En passant dans différentes bibliothèques de la ville de Bujumbura, on constate que ce n’est pas l’endroit préféré des femmes. Il y a quelques présences féminines mais quand on s’y penche de plus près, on se rend compte que ce sont notamment celles qui font des recherches pour leurs travaux de fin d’études universitaires ou des lycéennes qui participent aux travaux en groupes.

Le nombre des femmes scolarisées a augementé au Burundi par rapport aux années passées. Toutefois, certaines habitudes que partagent les intellectuels dont la fréquentation des bibliothèques ne les occupent pas. La femme burundaise, qu’elle soit intellectuelle ou non, est sollicitée dans plusieurs tâches au foyer car, la culture n’a pas encore beaucoup évolué à ce sujet. Mais, la raison majeure qui freine la lecture chez la femme, n’est pas le manque du temps mais plutôt l’absence de l’amour de la lecture. Les femmes qui font la lecture, témoignent qu’elles s’arrangent pour trouver de temps car, c’est leur passion.

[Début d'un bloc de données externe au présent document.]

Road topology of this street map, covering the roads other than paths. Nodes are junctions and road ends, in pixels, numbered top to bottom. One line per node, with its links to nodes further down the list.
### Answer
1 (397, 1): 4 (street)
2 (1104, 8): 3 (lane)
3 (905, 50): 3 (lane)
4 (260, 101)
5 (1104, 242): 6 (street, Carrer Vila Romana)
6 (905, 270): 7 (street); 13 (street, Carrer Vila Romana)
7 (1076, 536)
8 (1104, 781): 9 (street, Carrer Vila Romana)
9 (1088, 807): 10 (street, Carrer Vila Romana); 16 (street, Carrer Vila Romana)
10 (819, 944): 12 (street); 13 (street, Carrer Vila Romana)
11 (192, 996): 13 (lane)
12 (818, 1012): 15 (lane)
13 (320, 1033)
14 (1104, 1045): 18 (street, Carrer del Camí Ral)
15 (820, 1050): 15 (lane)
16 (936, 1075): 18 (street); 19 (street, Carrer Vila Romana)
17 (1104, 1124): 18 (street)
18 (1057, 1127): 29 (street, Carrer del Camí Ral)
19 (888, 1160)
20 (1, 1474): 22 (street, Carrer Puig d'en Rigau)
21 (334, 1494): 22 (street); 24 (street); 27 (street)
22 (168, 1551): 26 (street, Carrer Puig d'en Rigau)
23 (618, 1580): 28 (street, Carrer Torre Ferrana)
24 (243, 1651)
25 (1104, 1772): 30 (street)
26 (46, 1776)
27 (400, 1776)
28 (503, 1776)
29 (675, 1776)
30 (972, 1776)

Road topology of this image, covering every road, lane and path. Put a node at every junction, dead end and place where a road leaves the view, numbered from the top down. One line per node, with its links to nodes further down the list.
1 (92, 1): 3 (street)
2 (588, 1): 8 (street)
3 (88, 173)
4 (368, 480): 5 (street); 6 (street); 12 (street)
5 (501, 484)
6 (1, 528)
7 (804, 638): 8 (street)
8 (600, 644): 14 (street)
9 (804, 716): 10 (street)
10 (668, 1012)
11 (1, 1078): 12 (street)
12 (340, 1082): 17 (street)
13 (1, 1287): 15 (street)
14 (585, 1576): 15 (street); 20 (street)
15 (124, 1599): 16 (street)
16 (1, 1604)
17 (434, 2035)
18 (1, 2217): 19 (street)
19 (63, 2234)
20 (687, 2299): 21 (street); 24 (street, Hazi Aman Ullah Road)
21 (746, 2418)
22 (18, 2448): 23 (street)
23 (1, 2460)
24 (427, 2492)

Les mêmes sources révèlent que les femmes lisent les livres qu’elles se passent main à main et les sujets qui les intéressent sont souvent des histoires de fiction. Si l’on en croit la citation du célèbre romancier, Louis Aragon, «La lecture d’un roman jette une lumière sur la vie», la femme burundaise ne sait pas ce qu’elle rate en ignorant cette source du savoir. En effet, plusieurs connaissances sont conservées dans les livres. Les femmes devraient puiser dans le livre des idées sur la cuisine, la gestion de l’adolescence difficile, l’autonomisation de la femme et sur d’autres sujets d’intérêt pour la femme elle-même, la famille et la société, au lieu de passer leur temps sur les réseaux sociaux. Ces derniers, bien qu’ils semblent concourir dans le même sens que le livre, on ne peut pas se fier à leur authenticité. C’est aussi grâce aux livres que la femme pourrait apprendre quelques notions sur les sujets qui lui échappent souvent comme la politique, le sport, l’actualité. Ainsi, c’est grâce à la lecture qu’on a des arguments convaincants lors des discussions avec les autres. Sans oublier que la lecture peut renforcer les acquis intellectuels et garder à jour les connaissances respectives de son domaine de formation.